§ **WHAT THE EXERCISE ASKS**: Bring together all lines from the listing below that contain the string "Sanayi".

§ **DATASET RECORDS**:
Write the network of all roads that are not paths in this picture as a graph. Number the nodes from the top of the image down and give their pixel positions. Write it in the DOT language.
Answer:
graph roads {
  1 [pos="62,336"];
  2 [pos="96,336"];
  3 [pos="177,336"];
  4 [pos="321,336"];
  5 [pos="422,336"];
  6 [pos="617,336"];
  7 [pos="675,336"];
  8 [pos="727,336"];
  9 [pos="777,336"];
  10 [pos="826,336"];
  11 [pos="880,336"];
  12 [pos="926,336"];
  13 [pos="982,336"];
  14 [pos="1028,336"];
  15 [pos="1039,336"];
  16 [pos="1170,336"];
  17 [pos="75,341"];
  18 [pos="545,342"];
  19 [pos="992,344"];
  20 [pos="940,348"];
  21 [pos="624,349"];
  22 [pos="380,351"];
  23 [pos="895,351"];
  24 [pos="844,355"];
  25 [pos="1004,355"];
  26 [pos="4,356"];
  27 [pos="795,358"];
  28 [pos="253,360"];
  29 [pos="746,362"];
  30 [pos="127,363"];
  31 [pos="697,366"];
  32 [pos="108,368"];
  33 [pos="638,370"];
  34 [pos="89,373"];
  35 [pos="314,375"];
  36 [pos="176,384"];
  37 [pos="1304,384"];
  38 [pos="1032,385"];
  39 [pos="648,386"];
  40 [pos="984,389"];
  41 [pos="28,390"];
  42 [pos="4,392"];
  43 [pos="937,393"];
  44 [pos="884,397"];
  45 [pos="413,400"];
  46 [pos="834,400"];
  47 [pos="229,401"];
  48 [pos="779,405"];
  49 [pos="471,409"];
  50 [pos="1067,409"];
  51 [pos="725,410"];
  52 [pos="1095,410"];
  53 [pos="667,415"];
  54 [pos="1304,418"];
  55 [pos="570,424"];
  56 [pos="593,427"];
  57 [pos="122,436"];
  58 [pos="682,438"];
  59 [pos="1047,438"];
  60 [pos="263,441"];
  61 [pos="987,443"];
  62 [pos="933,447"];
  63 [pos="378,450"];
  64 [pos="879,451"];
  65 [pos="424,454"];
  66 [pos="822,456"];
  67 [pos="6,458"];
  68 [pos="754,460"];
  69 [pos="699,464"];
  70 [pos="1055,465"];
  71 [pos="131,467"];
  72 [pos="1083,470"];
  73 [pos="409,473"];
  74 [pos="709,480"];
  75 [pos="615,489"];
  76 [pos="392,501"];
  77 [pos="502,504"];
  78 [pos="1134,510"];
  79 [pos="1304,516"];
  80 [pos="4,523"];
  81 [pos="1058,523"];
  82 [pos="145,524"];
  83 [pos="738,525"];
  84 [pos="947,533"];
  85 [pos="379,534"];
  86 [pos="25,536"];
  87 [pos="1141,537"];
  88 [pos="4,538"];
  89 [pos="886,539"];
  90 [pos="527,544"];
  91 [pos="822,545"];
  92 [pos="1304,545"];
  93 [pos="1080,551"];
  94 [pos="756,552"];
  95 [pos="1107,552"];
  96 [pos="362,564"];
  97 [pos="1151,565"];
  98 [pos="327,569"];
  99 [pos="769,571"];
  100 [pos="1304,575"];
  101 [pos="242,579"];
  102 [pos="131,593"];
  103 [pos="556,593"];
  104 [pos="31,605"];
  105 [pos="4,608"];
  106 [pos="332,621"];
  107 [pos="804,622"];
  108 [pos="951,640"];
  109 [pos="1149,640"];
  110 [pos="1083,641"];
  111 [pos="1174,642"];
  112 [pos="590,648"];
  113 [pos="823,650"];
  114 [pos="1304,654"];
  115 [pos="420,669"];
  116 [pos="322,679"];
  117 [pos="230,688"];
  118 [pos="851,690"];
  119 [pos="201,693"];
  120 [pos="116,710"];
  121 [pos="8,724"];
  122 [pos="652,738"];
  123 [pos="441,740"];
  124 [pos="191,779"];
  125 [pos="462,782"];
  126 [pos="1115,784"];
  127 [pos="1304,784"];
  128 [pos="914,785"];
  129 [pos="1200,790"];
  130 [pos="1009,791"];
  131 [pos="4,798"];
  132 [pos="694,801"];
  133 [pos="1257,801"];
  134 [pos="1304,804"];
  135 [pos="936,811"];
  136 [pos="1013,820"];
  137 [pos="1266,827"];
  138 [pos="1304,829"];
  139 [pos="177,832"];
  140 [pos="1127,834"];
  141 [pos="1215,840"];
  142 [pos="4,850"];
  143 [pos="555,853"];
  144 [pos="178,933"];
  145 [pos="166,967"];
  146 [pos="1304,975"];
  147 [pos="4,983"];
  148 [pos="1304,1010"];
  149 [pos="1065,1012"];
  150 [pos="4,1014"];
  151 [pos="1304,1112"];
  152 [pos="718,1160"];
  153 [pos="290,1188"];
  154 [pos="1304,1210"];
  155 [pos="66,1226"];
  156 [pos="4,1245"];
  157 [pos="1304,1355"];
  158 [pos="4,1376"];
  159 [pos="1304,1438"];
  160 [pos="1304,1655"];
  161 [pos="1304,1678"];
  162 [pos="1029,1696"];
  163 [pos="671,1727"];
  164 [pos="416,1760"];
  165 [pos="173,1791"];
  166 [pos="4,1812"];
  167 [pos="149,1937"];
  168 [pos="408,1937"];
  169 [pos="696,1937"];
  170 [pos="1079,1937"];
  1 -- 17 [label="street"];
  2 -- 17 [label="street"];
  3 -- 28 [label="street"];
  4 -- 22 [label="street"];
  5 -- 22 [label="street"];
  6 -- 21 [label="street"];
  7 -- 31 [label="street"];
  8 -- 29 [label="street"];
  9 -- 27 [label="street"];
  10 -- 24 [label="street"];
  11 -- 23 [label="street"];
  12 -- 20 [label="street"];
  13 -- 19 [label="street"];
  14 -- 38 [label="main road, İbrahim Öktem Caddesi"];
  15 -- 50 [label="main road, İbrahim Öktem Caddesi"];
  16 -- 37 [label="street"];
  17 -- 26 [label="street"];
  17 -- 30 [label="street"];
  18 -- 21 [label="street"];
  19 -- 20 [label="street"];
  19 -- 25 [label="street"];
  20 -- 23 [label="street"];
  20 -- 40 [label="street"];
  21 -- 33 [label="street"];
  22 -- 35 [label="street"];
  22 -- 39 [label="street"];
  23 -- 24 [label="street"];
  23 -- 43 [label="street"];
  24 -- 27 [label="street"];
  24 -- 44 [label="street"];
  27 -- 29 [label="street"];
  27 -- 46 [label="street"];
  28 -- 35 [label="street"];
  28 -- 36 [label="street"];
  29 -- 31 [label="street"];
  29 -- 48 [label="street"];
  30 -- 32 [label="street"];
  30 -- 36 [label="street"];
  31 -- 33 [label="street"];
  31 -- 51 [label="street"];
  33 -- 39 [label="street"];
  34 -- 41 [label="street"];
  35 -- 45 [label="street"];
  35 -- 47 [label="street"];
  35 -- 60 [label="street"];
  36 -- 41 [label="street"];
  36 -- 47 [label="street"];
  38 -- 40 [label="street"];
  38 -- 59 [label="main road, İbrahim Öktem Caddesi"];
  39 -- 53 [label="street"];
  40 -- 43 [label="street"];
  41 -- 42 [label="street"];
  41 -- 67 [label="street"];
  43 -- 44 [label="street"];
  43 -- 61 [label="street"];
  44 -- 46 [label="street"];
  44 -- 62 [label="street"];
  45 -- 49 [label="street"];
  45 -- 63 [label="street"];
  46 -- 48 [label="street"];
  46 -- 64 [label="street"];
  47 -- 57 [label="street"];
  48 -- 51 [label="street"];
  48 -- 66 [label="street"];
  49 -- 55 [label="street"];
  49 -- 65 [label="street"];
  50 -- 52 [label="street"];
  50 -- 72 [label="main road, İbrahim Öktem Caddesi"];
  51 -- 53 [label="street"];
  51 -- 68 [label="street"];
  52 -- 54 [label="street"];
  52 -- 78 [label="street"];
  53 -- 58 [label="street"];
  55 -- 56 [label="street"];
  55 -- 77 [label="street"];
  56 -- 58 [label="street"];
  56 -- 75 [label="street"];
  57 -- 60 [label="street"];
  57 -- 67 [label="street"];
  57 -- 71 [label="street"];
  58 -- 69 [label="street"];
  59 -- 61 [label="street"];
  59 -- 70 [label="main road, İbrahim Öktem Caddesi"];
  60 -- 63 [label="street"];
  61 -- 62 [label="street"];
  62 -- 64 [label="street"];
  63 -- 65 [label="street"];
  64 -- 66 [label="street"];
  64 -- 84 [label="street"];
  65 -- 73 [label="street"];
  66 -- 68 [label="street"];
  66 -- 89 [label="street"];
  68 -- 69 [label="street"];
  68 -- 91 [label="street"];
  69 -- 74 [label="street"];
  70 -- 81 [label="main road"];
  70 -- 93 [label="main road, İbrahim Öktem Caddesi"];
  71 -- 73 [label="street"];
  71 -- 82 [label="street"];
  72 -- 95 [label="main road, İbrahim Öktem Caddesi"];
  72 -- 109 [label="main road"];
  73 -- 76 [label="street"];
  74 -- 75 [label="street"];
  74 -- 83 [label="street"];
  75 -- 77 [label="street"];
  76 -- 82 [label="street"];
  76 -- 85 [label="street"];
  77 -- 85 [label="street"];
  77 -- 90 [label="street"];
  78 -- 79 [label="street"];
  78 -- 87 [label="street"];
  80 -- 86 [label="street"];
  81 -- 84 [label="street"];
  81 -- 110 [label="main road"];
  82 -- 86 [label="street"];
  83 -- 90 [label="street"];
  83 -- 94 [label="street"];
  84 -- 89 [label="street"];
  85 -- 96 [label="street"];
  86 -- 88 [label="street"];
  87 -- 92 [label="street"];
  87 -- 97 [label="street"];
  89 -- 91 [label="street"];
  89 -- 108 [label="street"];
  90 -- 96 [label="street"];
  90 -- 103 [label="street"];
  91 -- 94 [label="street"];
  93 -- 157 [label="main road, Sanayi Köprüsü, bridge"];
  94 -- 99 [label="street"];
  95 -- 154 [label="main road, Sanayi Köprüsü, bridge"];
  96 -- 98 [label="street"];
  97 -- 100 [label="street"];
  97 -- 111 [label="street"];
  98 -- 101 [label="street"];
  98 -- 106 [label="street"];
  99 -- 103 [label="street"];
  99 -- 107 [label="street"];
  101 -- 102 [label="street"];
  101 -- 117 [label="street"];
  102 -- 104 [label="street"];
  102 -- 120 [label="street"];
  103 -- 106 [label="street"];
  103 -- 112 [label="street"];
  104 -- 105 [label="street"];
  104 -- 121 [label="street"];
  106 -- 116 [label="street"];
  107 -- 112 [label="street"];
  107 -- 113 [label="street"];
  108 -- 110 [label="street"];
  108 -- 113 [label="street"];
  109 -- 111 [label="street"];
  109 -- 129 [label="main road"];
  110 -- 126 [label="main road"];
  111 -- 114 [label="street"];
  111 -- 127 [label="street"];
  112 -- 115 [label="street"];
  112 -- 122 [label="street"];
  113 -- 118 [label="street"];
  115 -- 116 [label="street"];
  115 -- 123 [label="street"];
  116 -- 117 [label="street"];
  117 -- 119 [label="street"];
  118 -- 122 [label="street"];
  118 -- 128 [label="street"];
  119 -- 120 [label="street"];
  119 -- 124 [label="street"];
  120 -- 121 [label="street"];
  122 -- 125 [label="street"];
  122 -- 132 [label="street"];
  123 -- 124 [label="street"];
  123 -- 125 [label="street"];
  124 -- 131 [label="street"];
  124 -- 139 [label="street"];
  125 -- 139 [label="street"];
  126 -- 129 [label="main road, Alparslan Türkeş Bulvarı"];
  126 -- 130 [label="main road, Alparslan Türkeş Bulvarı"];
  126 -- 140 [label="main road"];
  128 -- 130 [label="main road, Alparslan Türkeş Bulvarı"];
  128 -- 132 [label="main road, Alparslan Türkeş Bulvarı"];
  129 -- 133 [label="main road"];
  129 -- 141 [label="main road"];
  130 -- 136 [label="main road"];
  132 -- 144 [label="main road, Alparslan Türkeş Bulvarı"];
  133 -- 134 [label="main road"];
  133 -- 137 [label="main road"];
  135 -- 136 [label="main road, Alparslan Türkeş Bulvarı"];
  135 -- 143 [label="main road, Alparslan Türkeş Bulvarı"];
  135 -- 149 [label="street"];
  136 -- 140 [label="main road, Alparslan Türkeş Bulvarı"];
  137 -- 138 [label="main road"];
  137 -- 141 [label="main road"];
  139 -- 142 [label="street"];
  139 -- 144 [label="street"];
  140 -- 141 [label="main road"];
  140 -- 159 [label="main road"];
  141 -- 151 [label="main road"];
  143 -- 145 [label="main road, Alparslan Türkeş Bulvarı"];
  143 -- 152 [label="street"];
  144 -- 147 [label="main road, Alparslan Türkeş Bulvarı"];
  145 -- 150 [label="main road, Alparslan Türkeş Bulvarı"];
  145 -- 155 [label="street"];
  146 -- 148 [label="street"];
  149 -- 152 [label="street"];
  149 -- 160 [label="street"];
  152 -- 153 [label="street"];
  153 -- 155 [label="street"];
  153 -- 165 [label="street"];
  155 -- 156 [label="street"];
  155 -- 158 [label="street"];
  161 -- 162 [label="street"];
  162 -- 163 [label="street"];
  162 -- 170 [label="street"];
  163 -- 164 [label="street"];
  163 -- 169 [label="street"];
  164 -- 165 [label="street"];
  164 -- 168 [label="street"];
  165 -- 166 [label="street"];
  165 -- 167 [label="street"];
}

§ **EXPECTED OUTPUT**:
  93 -- 157 [label="main road, Sanayi Köprüsü, bridge"];
  95 -- 154 [label="main road, Sanayi Köprüsü, bridge"];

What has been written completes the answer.